In der Zeitspanne ab dem Amerikanischen Unabhängigkeitskrieg (1775–1783) bis zum Ende des 19. Jahrhunderts wurden über fünf Millionen Quadratkilometer Land von der Hoheitsgewalt der nordamerikanischen indigenen Bevölkerung auf die US-Regierung übertragen. Bei einer derartigen Geschwindigkeit von durchschnittlich fünf Quadratkilometer pro Stunde kann kein Zweifel darin bestehen, dass dieser Besitzerwechsel zügig und gleichzeitig umfangreich vonstatten ging.

Fest verbunden mit dieser US-amerikanischen Gebietsausdehnung im 19. Jahrhundert war der Begriff des Manifest Destiny, das vielen US-Amerika¬nern wie auch euro-amerikanischen Siedlern die Vision eines unvermeidbaren Schicksals suggerierte, das eine US-Expansion bis zum Pazifik vorsah. Die Auswirkungen dieser machtvollen Doktrin können in ihrer Bedeutung im Zusammenhang mit den Geschehnissen in den USA im 19. Jahrhundert gar nicht überschätzt werden. (...)

Manifest Destiny

Obwohl Schlagwörter wie »Schicksal« (destiny) oder auch »Auftrag« (mission) lange in die Zeit vor der Formierung einer US-Nation zurückreichen, kam es erst im frühen 19. Jahrhundert zu tief greifenden Veränderungen im US-amerikanischen Leben. Der Idealismus der revolutionären Anfänge der Vereinigten Staaten verband sich in dieser Zeit mit der damals aufkommenden europäischen Romantik, um letztlich einen populären romantischen Nationalismus hervorzubringen, der den generellen Ideen des Fortschritts und der Überlegenheit gänzlich neue Bedeutung zuschreiben sollte.

Wesentlicher Bestandteil des Glaubens an eine nationale Überlegenheit war dabei die Überzeugung, dass die US-amerikanische Gebietserweiterung bis zum Pazifik unvermeidbar wäre, dass das »Schicksal« für die junge Nation – ihr Manifest Destiny – eine Ausweitung der Ideale ihrer Gründungsurkunde auf den ganzen Kontinent vorgesehen hatte.

Diese Auffassung war schließlich umso glaubwürdiger, als bereits unzählige euro-amerikanische Siedler, Händler und Missionare auf dem Weg zu weit entfernten Gebieten Nordamerikas waren.
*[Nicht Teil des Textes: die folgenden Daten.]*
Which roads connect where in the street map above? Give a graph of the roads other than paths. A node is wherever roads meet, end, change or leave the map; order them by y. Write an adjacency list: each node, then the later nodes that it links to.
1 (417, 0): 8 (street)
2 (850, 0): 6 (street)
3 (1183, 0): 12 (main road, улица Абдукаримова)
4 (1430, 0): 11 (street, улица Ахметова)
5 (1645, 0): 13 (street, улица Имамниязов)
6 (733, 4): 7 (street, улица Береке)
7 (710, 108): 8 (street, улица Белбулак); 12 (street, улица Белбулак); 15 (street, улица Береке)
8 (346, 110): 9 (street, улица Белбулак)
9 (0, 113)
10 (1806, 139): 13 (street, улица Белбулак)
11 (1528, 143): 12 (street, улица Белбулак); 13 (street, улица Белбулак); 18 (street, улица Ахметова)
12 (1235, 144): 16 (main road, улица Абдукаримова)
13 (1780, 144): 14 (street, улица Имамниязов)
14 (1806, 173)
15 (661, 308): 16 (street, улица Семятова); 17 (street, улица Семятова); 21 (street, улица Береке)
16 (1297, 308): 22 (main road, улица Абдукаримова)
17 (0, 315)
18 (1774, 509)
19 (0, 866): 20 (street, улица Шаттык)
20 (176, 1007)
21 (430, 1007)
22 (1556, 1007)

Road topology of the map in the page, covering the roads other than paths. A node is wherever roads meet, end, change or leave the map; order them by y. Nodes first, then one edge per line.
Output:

Genauer gesagt: Die territoriale Erweiterung begann dieser Ansicht nach im Prinzip fast zeitgleich, als die ersten englischen Siedler auf amerikanischen Boden trafen und setzte sich bis zur »Schließung« der Frontier im Jahr 1890 und – nach einer kurzen Pause – bis zur Annexion der pazifischen und karibischen US-Territorien 1898 fort.
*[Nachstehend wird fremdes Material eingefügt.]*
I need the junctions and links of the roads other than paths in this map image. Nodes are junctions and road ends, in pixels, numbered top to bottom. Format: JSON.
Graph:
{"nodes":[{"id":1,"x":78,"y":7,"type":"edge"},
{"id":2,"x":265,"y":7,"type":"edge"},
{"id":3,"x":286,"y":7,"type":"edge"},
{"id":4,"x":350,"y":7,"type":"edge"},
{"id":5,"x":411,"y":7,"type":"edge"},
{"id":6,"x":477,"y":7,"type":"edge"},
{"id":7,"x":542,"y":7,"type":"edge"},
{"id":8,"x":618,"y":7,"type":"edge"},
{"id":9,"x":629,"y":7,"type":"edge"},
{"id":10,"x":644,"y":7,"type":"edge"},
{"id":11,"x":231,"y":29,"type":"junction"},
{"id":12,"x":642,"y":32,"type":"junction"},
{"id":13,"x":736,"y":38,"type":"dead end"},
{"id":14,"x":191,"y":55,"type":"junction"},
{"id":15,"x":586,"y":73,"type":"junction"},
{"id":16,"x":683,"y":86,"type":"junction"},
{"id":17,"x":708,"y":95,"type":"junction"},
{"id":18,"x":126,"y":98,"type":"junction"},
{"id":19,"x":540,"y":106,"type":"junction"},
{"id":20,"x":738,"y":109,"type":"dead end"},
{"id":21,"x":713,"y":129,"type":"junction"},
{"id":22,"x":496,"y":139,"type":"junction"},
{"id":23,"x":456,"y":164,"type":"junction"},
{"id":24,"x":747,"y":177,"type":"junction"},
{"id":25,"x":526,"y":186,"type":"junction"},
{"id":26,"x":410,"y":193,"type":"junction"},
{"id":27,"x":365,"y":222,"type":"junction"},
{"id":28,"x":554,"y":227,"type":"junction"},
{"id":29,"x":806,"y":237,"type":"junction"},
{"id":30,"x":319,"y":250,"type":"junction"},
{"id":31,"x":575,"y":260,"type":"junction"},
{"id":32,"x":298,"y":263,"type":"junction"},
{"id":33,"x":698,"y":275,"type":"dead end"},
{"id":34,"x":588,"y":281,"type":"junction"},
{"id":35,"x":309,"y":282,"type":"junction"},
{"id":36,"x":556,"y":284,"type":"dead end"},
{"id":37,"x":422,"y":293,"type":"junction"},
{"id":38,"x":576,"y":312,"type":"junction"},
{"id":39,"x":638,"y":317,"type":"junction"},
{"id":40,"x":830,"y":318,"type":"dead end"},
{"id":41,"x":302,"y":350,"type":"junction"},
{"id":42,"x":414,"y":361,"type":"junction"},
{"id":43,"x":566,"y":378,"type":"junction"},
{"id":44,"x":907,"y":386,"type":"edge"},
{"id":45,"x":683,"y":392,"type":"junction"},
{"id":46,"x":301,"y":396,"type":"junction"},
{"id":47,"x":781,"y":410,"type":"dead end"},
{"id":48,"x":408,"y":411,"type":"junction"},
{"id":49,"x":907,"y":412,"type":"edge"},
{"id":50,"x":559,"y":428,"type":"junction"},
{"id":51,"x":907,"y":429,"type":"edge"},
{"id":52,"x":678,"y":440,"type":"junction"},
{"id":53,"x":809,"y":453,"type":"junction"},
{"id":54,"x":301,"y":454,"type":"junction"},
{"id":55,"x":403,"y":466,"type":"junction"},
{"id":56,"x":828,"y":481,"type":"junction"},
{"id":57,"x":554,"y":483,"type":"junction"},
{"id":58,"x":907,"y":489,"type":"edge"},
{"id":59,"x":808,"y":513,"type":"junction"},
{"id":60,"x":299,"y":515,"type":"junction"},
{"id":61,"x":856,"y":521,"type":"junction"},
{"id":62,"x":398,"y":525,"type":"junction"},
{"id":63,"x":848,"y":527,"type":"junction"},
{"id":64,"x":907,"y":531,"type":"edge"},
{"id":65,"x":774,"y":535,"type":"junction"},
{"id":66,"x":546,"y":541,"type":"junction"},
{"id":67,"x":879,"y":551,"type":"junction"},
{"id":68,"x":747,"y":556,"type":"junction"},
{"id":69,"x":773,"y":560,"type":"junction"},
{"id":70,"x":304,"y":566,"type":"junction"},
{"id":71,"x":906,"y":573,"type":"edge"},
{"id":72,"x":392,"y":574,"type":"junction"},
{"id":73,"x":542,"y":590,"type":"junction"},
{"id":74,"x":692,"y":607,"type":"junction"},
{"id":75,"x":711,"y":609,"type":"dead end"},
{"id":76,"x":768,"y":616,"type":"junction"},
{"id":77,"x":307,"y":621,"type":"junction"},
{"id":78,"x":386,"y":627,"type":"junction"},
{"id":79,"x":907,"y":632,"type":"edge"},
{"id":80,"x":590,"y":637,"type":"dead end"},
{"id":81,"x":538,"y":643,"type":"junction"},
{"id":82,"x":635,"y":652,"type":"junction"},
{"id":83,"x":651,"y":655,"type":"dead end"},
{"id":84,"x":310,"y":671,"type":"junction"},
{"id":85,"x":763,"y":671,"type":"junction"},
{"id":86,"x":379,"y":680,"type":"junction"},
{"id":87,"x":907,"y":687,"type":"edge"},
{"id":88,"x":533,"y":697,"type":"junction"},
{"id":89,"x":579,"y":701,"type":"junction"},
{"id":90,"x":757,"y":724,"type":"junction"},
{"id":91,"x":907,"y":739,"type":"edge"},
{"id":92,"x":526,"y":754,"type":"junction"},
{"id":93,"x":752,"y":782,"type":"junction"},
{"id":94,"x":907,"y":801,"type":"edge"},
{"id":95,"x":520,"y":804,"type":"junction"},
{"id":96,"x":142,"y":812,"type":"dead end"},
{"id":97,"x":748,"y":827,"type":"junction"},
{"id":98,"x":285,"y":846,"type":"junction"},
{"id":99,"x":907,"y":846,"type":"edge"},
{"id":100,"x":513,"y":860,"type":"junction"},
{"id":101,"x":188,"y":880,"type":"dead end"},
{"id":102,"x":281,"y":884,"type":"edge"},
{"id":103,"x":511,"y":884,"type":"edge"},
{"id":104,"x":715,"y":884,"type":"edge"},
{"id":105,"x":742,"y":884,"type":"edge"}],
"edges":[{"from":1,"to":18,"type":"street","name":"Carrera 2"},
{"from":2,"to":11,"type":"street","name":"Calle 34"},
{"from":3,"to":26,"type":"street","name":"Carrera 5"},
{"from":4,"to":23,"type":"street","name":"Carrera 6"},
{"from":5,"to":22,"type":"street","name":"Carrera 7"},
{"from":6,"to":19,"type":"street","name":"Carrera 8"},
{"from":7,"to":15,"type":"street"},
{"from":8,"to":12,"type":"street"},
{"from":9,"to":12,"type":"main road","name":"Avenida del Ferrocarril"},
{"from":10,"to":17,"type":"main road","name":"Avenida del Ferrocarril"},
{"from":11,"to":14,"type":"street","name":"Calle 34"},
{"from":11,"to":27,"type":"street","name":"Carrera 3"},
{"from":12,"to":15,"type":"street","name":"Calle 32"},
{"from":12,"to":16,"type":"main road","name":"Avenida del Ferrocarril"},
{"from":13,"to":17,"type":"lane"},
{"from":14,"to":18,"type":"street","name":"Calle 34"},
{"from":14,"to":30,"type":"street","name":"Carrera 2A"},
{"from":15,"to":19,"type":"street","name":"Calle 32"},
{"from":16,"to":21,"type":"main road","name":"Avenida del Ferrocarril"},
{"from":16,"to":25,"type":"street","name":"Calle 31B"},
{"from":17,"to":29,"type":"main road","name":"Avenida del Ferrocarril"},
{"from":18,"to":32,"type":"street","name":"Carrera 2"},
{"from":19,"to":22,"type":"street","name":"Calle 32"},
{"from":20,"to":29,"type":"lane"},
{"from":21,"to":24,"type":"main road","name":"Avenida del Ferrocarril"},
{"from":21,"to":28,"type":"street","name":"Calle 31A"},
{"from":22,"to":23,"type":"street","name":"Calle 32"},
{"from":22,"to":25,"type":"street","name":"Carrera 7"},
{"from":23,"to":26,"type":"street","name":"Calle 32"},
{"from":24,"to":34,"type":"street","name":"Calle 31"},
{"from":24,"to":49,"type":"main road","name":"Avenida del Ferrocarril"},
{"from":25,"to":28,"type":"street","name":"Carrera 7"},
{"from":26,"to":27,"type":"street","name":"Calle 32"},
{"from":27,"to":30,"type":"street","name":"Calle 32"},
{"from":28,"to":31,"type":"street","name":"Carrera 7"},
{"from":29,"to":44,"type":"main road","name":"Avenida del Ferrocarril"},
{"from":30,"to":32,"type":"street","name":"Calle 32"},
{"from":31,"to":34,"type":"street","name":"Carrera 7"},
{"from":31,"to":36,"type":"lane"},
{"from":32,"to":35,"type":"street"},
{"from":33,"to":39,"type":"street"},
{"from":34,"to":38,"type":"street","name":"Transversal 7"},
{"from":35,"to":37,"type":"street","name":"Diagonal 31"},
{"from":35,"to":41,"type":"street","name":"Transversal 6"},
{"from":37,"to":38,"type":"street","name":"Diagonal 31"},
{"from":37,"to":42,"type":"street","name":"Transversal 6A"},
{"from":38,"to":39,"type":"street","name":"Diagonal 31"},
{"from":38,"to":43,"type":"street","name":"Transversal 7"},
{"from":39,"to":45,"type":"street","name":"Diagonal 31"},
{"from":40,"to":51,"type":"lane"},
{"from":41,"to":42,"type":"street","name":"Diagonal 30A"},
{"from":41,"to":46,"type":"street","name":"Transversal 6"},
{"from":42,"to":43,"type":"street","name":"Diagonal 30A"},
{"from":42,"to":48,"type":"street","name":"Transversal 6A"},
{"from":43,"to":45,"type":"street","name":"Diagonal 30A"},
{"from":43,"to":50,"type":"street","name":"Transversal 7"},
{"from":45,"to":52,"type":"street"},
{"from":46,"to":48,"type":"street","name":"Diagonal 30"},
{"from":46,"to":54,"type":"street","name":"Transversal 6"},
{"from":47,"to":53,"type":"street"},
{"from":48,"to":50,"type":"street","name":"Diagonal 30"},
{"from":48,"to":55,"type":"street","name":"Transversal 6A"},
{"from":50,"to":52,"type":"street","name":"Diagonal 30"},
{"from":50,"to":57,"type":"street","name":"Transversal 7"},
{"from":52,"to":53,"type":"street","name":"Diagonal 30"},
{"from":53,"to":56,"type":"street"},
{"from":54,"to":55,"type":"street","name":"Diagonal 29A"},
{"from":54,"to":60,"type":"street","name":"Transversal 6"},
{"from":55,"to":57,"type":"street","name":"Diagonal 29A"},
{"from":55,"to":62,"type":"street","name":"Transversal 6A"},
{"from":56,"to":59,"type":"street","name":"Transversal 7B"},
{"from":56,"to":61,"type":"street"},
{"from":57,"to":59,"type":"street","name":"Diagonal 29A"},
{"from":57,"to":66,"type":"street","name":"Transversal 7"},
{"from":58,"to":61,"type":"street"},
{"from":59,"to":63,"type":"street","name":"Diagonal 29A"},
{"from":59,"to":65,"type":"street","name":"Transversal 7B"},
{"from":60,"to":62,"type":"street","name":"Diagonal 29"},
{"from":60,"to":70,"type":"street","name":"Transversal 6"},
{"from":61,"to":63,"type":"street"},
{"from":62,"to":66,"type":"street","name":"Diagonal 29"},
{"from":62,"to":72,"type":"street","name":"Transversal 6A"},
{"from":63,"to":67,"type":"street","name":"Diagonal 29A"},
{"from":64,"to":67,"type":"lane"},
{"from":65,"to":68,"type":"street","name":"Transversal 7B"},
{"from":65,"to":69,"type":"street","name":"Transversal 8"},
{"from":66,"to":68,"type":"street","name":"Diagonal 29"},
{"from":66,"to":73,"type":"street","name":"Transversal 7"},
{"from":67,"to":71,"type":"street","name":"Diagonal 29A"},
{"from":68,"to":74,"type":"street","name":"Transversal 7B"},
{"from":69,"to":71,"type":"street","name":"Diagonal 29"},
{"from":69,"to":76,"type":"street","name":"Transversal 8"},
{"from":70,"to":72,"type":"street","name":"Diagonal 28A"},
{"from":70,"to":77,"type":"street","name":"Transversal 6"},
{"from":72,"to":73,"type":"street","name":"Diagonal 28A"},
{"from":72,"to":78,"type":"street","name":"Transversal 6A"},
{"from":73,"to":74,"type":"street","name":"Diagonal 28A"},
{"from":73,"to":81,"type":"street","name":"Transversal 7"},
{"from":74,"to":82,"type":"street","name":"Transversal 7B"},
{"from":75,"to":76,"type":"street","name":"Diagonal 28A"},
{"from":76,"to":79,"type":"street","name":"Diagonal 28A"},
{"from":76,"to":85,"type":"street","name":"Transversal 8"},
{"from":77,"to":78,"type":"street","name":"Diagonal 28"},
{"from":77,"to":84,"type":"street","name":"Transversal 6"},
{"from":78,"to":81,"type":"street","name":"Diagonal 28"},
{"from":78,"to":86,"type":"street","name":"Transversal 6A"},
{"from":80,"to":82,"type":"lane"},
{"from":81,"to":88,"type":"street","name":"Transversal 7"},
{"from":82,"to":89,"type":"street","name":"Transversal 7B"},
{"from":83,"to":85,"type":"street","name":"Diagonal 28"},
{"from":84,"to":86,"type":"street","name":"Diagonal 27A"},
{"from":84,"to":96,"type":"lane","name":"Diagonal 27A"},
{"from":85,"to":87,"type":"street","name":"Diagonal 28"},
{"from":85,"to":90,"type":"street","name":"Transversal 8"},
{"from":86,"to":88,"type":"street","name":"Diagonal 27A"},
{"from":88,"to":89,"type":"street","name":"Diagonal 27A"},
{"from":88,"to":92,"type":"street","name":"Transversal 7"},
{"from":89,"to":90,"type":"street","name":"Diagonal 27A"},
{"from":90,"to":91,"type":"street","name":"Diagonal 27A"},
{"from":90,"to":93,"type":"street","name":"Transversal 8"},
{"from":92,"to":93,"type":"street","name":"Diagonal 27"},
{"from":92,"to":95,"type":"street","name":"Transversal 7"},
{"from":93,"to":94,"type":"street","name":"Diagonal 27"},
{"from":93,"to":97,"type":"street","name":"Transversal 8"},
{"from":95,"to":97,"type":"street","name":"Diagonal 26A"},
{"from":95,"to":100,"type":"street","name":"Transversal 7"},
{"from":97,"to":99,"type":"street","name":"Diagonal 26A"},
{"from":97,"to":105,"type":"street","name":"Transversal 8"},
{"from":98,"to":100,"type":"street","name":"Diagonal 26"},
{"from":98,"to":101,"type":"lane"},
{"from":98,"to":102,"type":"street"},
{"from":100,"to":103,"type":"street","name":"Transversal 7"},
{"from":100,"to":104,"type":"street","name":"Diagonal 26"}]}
Dieser Erfolg wurde durch unaufhörliche, diesbezügliche Mühen vonseiten der Politiker und Siedler, durch Verträge mit europäischen Nationalstaaten und indigenen Stämmen, aber auch durch die erzwungene Umsiedlung der amerikanischen Ureinwohner möglich gemacht. (...)

Es gilt aber gleich zu Beginn festzuhalten, dass Manifest Destiny als die Spiegelung eines tief sitzenden Sinns von Überlegenheit, als Durchhalteparole und als ein Schleier für unmoralische und manchmal auch illegale Handlungen der Regierung und der Bevölkerung, eine der einflussreichsten Ideologien der US-amerikanischen Geschichte wurde.

Ursprung und Hintergrund der Doktrin

Die Ursprünge dieses Glaubens an eine territoriale Expansion, die einerseits vorherbestimmt und andererseits ebenso unvermeidbar wäre, gehen bis zu den ersten englischen Siedlern, den Puritanern, zurück. Die protestantischen Abweichler waren überzeugt, dass sie Gottes auserwähltes Volk im gelobten Land wären – genauso wie das israelitische Volk in der Bibel.

Die Welt als Gottes »Manifestation« und die historische Entwicklung als vorherbestimmtes »Schicksal« waren ideologische Grundlagen einer tief providenziell geprägten Periode in England zwischen 1620 und 1660, während derer die ersten Migrationen zum neu entdeckten Kontinent stattfanden.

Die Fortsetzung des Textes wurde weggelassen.